EXERCISE DETAILS –
Word for word, reproduce every line of the data below.

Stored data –

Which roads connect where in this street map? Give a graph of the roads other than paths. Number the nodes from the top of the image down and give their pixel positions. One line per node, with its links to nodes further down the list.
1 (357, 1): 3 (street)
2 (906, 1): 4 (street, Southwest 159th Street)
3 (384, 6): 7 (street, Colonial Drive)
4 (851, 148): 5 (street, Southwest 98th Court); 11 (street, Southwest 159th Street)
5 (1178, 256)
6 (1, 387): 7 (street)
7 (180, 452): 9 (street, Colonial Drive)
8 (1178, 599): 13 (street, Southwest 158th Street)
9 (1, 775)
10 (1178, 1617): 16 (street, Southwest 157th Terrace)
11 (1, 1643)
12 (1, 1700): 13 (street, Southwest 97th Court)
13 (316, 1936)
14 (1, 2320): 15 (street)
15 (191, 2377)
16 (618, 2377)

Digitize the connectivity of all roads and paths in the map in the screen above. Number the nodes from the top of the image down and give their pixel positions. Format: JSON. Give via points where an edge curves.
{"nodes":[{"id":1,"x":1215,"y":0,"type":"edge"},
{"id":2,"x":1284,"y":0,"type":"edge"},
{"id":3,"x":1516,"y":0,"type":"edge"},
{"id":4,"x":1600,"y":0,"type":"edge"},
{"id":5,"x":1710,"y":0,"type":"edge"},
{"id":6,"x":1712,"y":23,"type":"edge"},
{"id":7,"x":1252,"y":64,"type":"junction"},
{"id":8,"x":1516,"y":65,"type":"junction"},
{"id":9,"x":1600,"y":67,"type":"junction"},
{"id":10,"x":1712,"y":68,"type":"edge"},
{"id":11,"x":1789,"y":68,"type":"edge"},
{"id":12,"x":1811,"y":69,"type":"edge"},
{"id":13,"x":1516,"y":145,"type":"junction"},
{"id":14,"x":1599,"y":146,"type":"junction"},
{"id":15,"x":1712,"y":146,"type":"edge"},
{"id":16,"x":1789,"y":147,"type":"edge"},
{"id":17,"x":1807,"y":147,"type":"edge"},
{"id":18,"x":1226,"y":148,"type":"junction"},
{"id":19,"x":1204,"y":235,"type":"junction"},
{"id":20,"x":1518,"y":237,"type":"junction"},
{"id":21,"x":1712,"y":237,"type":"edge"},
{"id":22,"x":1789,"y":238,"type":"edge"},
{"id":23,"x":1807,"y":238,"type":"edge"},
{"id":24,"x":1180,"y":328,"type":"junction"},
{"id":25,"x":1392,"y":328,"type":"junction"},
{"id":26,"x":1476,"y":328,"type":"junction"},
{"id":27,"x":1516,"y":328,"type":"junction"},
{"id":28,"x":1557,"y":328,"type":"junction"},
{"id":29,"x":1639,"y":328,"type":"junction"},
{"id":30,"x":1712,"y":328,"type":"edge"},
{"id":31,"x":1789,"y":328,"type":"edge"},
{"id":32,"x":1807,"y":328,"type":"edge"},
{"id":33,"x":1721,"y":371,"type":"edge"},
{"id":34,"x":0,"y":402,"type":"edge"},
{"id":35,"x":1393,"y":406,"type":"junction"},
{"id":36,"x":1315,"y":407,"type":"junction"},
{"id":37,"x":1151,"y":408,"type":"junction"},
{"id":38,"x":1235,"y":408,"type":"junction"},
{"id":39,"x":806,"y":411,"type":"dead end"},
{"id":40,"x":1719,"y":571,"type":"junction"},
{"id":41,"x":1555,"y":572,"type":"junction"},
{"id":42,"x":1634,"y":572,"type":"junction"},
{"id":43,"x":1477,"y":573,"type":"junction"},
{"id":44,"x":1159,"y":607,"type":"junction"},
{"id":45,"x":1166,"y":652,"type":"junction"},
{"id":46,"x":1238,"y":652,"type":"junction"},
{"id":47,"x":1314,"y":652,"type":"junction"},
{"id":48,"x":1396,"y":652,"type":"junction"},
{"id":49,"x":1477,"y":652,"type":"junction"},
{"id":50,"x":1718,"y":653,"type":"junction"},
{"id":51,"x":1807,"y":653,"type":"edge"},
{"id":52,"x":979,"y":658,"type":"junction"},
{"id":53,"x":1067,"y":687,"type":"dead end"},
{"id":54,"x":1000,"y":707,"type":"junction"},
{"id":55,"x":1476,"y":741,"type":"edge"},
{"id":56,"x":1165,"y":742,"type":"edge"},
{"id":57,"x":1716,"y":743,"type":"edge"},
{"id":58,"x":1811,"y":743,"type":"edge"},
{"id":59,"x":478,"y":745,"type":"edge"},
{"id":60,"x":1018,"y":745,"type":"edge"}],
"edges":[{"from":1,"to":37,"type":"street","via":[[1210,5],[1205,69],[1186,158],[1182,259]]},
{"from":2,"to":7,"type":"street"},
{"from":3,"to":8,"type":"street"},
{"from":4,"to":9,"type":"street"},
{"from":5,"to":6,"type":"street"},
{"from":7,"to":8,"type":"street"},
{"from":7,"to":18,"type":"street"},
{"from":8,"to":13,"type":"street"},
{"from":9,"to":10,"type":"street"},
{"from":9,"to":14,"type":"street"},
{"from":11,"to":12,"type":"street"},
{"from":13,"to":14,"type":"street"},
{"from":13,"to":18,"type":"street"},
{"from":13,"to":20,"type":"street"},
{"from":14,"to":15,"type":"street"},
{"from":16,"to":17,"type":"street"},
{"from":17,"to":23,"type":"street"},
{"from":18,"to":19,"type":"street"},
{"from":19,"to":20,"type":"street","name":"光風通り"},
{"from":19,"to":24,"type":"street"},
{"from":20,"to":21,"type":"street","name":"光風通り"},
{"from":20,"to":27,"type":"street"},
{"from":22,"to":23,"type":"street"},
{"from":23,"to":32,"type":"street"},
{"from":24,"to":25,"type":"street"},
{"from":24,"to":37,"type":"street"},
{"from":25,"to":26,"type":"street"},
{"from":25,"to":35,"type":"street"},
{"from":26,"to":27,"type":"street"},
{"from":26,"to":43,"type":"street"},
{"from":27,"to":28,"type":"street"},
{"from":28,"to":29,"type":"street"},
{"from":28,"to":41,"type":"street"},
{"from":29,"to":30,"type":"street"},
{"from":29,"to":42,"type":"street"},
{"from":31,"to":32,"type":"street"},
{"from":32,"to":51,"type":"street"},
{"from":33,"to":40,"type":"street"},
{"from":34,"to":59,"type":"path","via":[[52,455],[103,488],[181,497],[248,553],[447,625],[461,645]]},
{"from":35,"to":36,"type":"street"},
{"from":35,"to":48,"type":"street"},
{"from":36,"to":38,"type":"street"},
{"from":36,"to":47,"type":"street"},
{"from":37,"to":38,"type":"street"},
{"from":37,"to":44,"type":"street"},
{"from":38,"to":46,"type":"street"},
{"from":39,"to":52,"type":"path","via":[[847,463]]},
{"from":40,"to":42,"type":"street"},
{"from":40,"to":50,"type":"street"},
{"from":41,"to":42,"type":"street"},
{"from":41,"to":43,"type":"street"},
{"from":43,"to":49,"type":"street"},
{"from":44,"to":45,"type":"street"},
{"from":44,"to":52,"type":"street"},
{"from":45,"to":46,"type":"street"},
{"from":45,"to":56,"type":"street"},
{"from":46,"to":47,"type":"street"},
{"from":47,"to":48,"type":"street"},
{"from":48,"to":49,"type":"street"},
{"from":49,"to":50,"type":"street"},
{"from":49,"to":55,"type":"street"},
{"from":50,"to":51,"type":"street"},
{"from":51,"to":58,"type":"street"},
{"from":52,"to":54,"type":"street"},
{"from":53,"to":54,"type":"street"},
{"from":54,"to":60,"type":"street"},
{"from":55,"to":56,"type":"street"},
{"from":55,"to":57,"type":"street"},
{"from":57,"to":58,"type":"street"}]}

RESPONSE TO THE EXERCISE –
Which roads connect where in this street map? Give a graph of the roads other than paths. Number the nodes from the top of the image down and give their pixel positions. One line per node, with its links to nodes further down the list.
1 (357, 1): 3 (street)
2 (906, 1): 4 (street, Southwest 159th Street)
3 (384, 6): 7 (street, Colonial Drive)
4 (851, 148): 5 (street, Southwest 98th Court); 11 (street, Southwest 159th Street)
5 (1178, 256)
6 (1, 387): 7 (street)
7 (180, 452): 9 (street, Colonial Drive)
8 (1178, 599): 13 (street, Southwest 158th Street)
9 (1, 775)
10 (1178, 1617): 16 (street, Southwest 157th Terrace)
11 (1, 1643)
12 (1, 1700): 13 (street, Southwest 97th Court)
13 (316, 1936)
14 (1, 2320): 15 (street)
15 (191, 2377)
16 (618, 2377)

Digitize the connectivity of all roads and paths in the map in the screen above. Number the nodes from the top of the image down and give their pixel positions. Format: JSON. Give via points where an edge curves.
{"nodes":[{"id":1,"x":1215,"y":0,"type":"edge"},
{"id":2,"x":1284,"y":0,"type":"edge"},
{"id":3,"x":1516,"y":0,"type":"edge"},
{"id":4,"x":1600,"y":0,"type":"edge"},
{"id":5,"x":1710,"y":0,"type":"edge"},
{"id":6,"x":1712,"y":23,"type":"edge"},
{"id":7,"x":1252,"y":64,"type":"junction"},
{"id":8,"x":1516,"y":65,"type":"junction"},
{"id":9,"x":1600,"y":67,"type":"junction"},
{"id":10,"x":1712,"y":68,"type":"edge"},
{"id":11,"x":1789,"y":68,"type":"edge"},
{"id":12,"x":1811,"y":69,"type":"edge"},
{"id":13,"x":1516,"y":145,"type":"junction"},
{"id":14,"x":1599,"y":146,"type":"junction"},
{"id":15,"x":1712,"y":146,"type":"edge"},
{"id":16,"x":1789,"y":147,"type":"edge"},
{"id":17,"x":1807,"y":147,"type":"edge"},
{"id":18,"x":1226,"y":148,"type":"junction"},
{"id":19,"x":1204,"y":235,"type":"junction"},
{"id":20,"x":1518,"y":237,"type":"junction"},
{"id":21,"x":1712,"y":237,"type":"edge"},
{"id":22,"x":1789,"y":238,"type":"edge"},
{"id":23,"x":1807,"y":238,"type":"edge"},
{"id":24,"x":1180,"y":328,"type":"junction"},
{"id":25,"x":1392,"y":328,"type":"junction"},
{"id":26,"x":1476,"y":328,"type":"junction"},
{"id":27,"x":1516,"y":328,"type":"junction"},
{"id":28,"x":1557,"y":328,"type":"junction"},
{"id":29,"x":1639,"y":328,"type":"junction"},
{"id":30,"x":1712,"y":328,"type":"edge"},
{"id":31,"x":1789,"y":328,"type":"edge"},
{"id":32,"x":1807,"y":328,"type":"edge"},
{"id":33,"x":1721,"y":371,"type":"edge"},
{"id":34,"x":0,"y":402,"type":"edge"},
{"id":35,"x":1393,"y":406,"type":"junction"},
{"id":36,"x":1315,"y":407,"type":"junction"},
{"id":37,"x":1151,"y":408,"type":"junction"},
{"id":38,"x":1235,"y":408,"type":"junction"},
{"id":39,"x":806,"y":411,"type":"dead end"},
{"id":40,"x":1719,"y":571,"type":"junction"},
{"id":41,"x":1555,"y":572,"type":"junction"},
{"id":42,"x":1634,"y":572,"type":"junction"},
{"id":43,"x":1477,"y":573,"type":"junction"},
{"id":44,"x":1159,"y":607,"type":"junction"},
{"id":45,"x":1166,"y":652,"type":"junction"},
{"id":46,"x":1238,"y":652,"type":"junction"},
{"id":47,"x":1314,"y":652,"type":"junction"},
{"id":48,"x":1396,"y":652,"type":"junction"},
{"id":49,"x":1477,"y":652,"type":"junction"},
{"id":50,"x":1718,"y":653,"type":"junction"},
{"id":51,"x":1807,"y":653,"type":"edge"},
{"id":52,"x":979,"y":658,"type":"junction"},
{"id":53,"x":1067,"y":687,"type":"dead end"},
{"id":54,"x":1000,"y":707,"type":"junction"},
{"id":55,"x":1476,"y":741,"type":"edge"},
{"id":56,"x":1165,"y":742,"type":"edge"},
{"id":57,"x":1716,"y":743,"type":"edge"},
{"id":58,"x":1811,"y":743,"type":"edge"},
{"id":59,"x":478,"y":745,"type":"edge"},
{"id":60,"x":1018,"y":745,"type":"edge"}],
"edges":[{"from":1,"to":37,"type":"street","via":[[1210,5],[1205,69],[1186,158],[1182,259]]},
{"from":2,"to":7,"type":"street"},
{"from":3,"to":8,"type":"street"},
{"from":4,"to":9,"type":"street"},
{"from":5,"to":6,"type":"street"},
{"from":7,"to":8,"type":"street"},
{"from":7,"to":18,"type":"street"},
{"from":8,"to":13,"type":"street"},
{"from":9,"to":10,"type":"street"},
{"from":9,"to":14,"type":"street"},
{"from":11,"to":12,"type":"street"},
{"from":13,"to":14,"type":"street"},
{"from":13,"to":18,"type":"street"},
{"from":13,"to":20,"type":"street"},
{"from":14,"to":15,"type":"street"},
{"from":16,"to":17,"type":"street"},
{"from":17,"to":23,"type":"street"},
{"from":18,"to":19,"type":"street"},
{"from":19,"to":20,"type":"street","name":"光風通り"},
{"from":19,"to":24,"type":"street"},
{"from":20,"to":21,"type":"street","name":"光風通り"},
{"from":20,"to":27,"type":"street"},
{"from":22,"to":23,"type":"street"},
{"from":23,"to":32,"type":"street"},
{"from":24,"to":25,"type":"street"},
{"from":24,"to":37,"type":"street"},
{"from":25,"to":26,"type":"street"},
{"from":25,"to":35,"type":"street"},
{"from":26,"to":27,"type":"street"},
{"from":26,"to":43,"type":"street"},
{"from":27,"to":28,"type":"street"},
{"from":28,"to":29,"type":"street"},
{"from":28,"to":41,"type":"street"},
{"from":29,"to":30,"type":"street"},
{"from":29,"to":42,"type":"street"},
{"from":31,"to":32,"type":"street"},
{"from":32,"to":51,"type":"street"},
{"from":33,"to":40,"type":"street"},
{"from":34,"to":59,"type":"path","via":[[52,455],[103,488],[181,497],[248,553],[447,625],[461,645]]},
{"from":35,"to":36,"type":"street"},
{"from":35,"to":48,"type":"street"},
{"from":36,"to":38,"type":"street"},
{"from":36,"to":47,"type":"street"},
{"from":37,"to":38,"type":"street"},
{"from":37,"to":44,"type":"street"},
{"from":38,"to":46,"type":"street"},
{"from":39,"to":52,"type":"path","via":[[847,463]]},
{"from":40,"to":42,"type":"street"},
{"from":40,"to":50,"type":"street"},
{"from":41,"to":42,"type":"street"},
{"from":41,"to":43,"type":"street"},
{"from":43,"to":49,"type":"street"},
{"from":44,"to":45,"type":"street"},
{"from":44,"to":52,"type":"street"},
{"from":45,"to":46,"type":"street"},
{"from":45,"to":56,"type":"street"},
{"from":46,"to":47,"type":"street"},
{"from":47,"to":48,"type":"street"},
{"from":48,"to":49,"type":"street"},
{"from":49,"to":50,"type":"street"},
{"from":49,"to":55,"type":"street"},
{"from":50,"to":51,"type":"street"},
{"from":51,"to":58,"type":"street"},
{"from":52,"to":54,"type":"street"},
{"from":53,"to":54,"type":"street"},
{"from":54,"to":60,"type":"street"},
{"from":55,"to":56,"type":"street"},
{"from":55,"to":57,"type":"street"},
{"from":57,"to":58,"type":"street"}]}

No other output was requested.